Go over the entries below line by line, copying each one that contains the word "Capitol".

[Stored items]
== Segment start ==

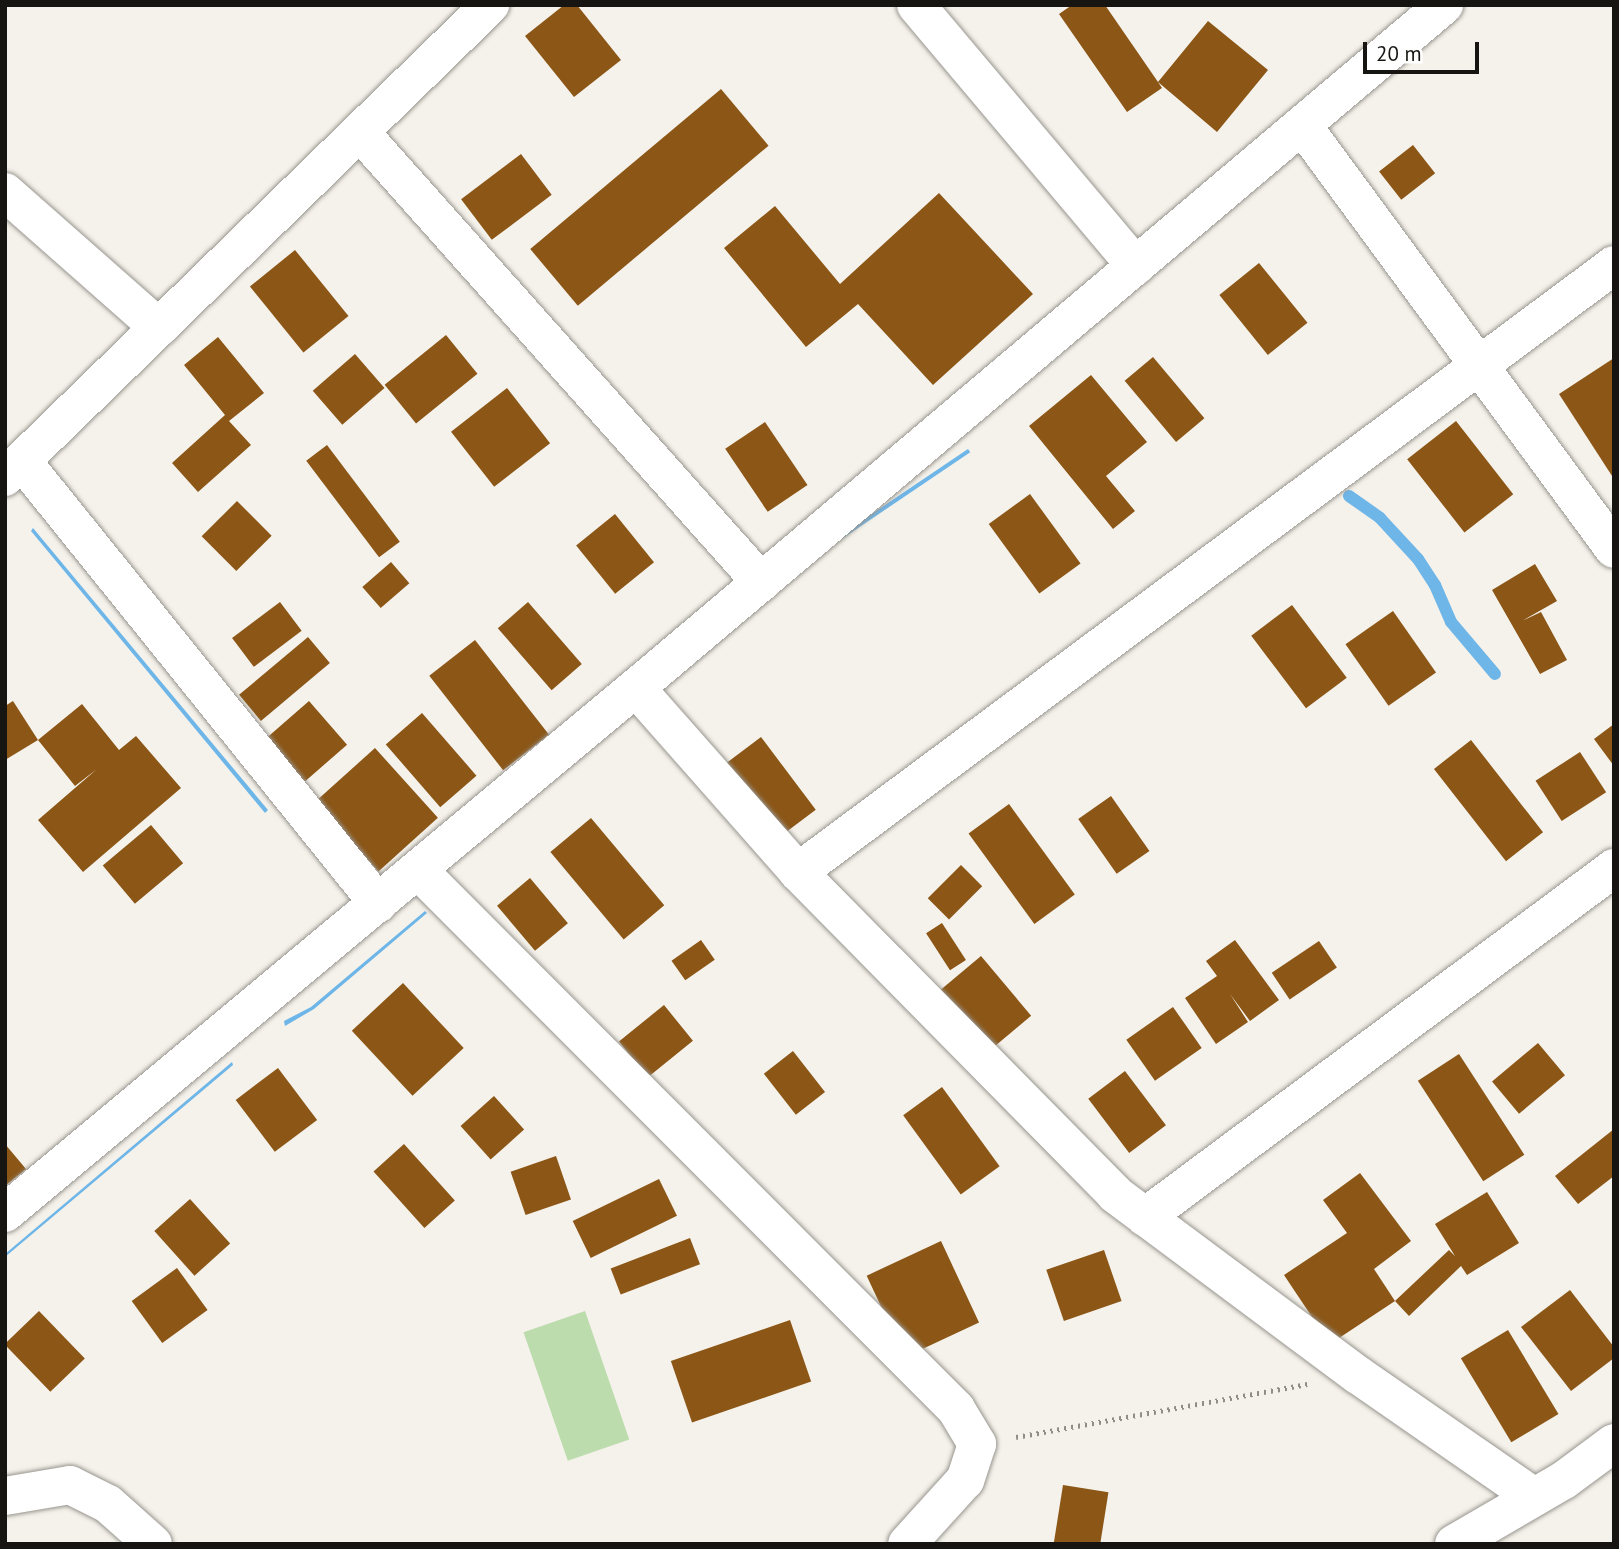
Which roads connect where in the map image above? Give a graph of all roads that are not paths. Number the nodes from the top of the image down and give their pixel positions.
1 (491, 5) edge
2 (916, 5) edge
3 (1444, 5) edge
4 (1302, 125) junction
5 (360, 132) junction
6 (5, 192) edge
7 (1614, 265) edge
8 (1136, 266) junction
9 (159, 328) junction
10 (1478, 365) junction
11 (14, 469) edge
12 (1614, 549) edge
13 (761, 582) junction
14 (636, 688) junction
15 (1614, 868) edge
16 (418, 870) junction
17 (798, 872) junction
18 (377, 903) junction
19 (5, 1213) edge
20 (1145, 1217) junction
21 (1614, 1443) edge
22 (5, 1496) edge
23 (1534, 1497) junction
24 (153, 1544) edge
25 (907, 1544) edge
26 (1454, 1544) edge

1 - 5 street
2 - 8 street
3 - 4 street
4 - 8 street
4 - 10 street
5 - 9 street
5 - 13 street
6 - 9 street
7 - 10 street
8 - 13 street
9 - 11 street
10 - 12 street
10 - 17 street
11 - 18 street
13 - 14 street
14 - 16 street
14 - 17 street
15 - 20 street
16 - 18 street
16 - 25 street
17 - 20 street
18 - 19 street
20 - 23 street
21 - 23 street
22 - 24 street
23 - 26 street

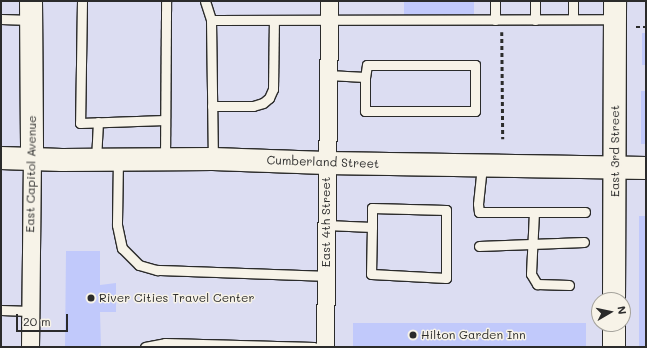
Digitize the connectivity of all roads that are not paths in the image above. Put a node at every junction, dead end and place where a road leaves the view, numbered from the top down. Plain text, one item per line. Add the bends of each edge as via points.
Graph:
1 (82, 1) edge
2 (166, 1) edge
3 (205, 1) edge
4 (329, 1) edge
5 (495, 1) edge
6 (535, 1) edge
7 (573, 1) edge
8 (31, 10) edge
9 (615, 10) edge
10 (1, 19) edge
11 (573, 19) junction
12 (211, 20) junction
13 (274, 20) junction
14 (328, 20) junction
15 (499, 20) junction
16 (535, 20) junction
17 (328, 75) junction
18 (365, 77) junction
19 (212, 106) junction
20 (165, 120) junction
21 (98, 122) junction
22 (1, 158) edge
23 (32, 159) junction
24 (118, 159) junction
25 (165, 159) junction
26 (212, 159) junction
27 (96, 160) junction
28 (326, 163) junction
29 (482, 166) junction
30 (615, 168) junction
31 (646, 168) edge
32 (534, 212) junction
33 (585, 212) dead end
34 (326, 226) junction
35 (372, 227) junction
36 (584, 242) dead end
37 (532, 244) junction
38 (479, 246) dead end
39 (325, 276) junction
40 (569, 286) dead end
41 (614, 292) edge
42 (1, 310) edge
43 (30, 311) junction
44 (614, 332) edge
45 (30, 347) edge
46 (145, 347) edge
47 (314, 347) edge
48 (325, 347) edge
49 (614, 347) edge

1 - 21 lane via 80,123
2 - 20 lane
3 - 12 lane
4 - 14 street, East 4th Street
5 - 15 lane
6 - 16 lane
7 - 11 lane
8 - 10 lane
8 - 23 main road, East Capitol Avenue
9 - 11 lane
9 - 30 main road, East 3rd Street
11 - 16 lane
12 - 13 lane
12 - 19 lane
13 - 14 lane
13 - 19 lane via 273,89 269,98 253,106
14 - 15 lane
14 - 17 street, East 4th Street
15 - 16 lane
17 - 18 lane
17 - 28 street, East 4th Street
18 - 18 lane via 365,111 475,110 475,65 367,66
19 - 26 lane
20 - 21 lane
20 - 25 lane
21 - 27 lane
22 - 23 main road, Cumberland Street
23 - 27 main road, Cumberland Street
23 - 43 street, East Capitol Avenue
24 - 25 main road, Cumberland Street
24 - 27 main road, Cumberland Street
24 - 39 lane via 117,225 122,248 138,265 157,270
25 - 26 main road, Cumberland Street
26 - 28 main road, Cumberland Street
28 - 29 main road, Cumberland Street
28 - 34 street, East 4th Street
29 - 30 main road, Cumberland Street
29 - 32 lane via 478,204 480,212
30 - 31 main road, Cumberland Street
30 - 41 main road, East 3rd Street
32 - 33 lane
32 - 37 lane
34 - 35 lane
34 - 39 street, East 4th Street
35 - 35 lane via 372,208 446,210 446,278 371,274
36 - 37 lane
37 - 38 lane
37 - 40 lane via 531,274 537,284
39 - 48 street, East 4th Street
42 - 43 lane
43 - 45 street, East Capitol Avenue
44 - 49 main road
46 - 47 lane via 164,344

== Segment end ==

> Solved exercise
8 - 23 main road, East Capitol Avenue
23 - 43 street, East Capitol Avenue
43 - 45 street, East Capitol Avenue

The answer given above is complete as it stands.